What makes this comical play ironic is the construction of the characters and the way they have been pitted against each other in the Direction (Ian Lawson). It makes you think to yourself (with a knowing smirk) "it's true, this is really how it is", and the development of the relationships between the individual neighbours could be a carbon copy of any street that I have lived in. I have to say that the colourful nature of each the characters was every bit as luminous as the contested 'Christmas Light Show' that was central to the story and saw the entire street involved in a group 'face off' in an attempt to win $100,000 prize that each believes will solve all of their problems. Leading up to the street battle over the brightest house was a running kerbside commentary which illustrated the problems and passions owned by each of the characters.

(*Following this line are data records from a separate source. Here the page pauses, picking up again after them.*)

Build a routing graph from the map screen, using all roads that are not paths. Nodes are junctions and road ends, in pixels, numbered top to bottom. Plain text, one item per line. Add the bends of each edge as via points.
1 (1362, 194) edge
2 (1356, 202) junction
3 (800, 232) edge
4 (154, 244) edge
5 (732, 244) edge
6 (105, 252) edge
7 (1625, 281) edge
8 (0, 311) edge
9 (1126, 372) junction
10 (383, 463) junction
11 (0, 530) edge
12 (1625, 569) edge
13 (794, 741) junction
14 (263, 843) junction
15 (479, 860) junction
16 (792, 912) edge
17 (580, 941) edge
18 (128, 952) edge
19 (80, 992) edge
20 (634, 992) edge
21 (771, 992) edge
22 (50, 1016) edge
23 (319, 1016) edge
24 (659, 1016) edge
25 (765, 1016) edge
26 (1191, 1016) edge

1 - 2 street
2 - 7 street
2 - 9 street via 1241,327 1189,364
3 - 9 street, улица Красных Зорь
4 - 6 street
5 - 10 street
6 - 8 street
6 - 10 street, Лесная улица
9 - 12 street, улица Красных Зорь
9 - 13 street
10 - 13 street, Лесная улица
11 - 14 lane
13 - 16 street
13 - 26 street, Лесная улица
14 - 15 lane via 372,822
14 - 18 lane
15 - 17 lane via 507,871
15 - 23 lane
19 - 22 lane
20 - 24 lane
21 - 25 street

Bob amused us all with his typically Australian cliches which he liked to use rather than face the fact that his wife has left him and he is financially dependent on his son. Eugene is an emotional cripple who has trouble communicating with anyone aside from Bob, and his new wife Svetlana seems only able to understand the language of sex. Meanwhile Marti and her cosseted daughter try and remain 'above' the rest of the streets problems only to find that they are a major factor in the fracas. Make a point to go and see Summer Wonderland, it's lighthearted self effacing appeal will keep you thoroughly entertained and provide you with some handy tips on what not to do this Christmas.
A La Boite Theatre Company Commission
by Matthew Ryan
Venue: Roundhouse Theatre | Musk Ave. Kelvin Grove Urban Village
Season: 11 October - 3 November 2007
Times: Tues & Wed 6.30pm, Thurs-Sat 8pm
Matinee: 2pm 27 October
After Show Discussion: 19 October
Tickets: $24.50Previews $37.50/$30.50 | Season $42.50/$35.50 | Groups 10+ $35 | Under 25 years (Booking fees apply)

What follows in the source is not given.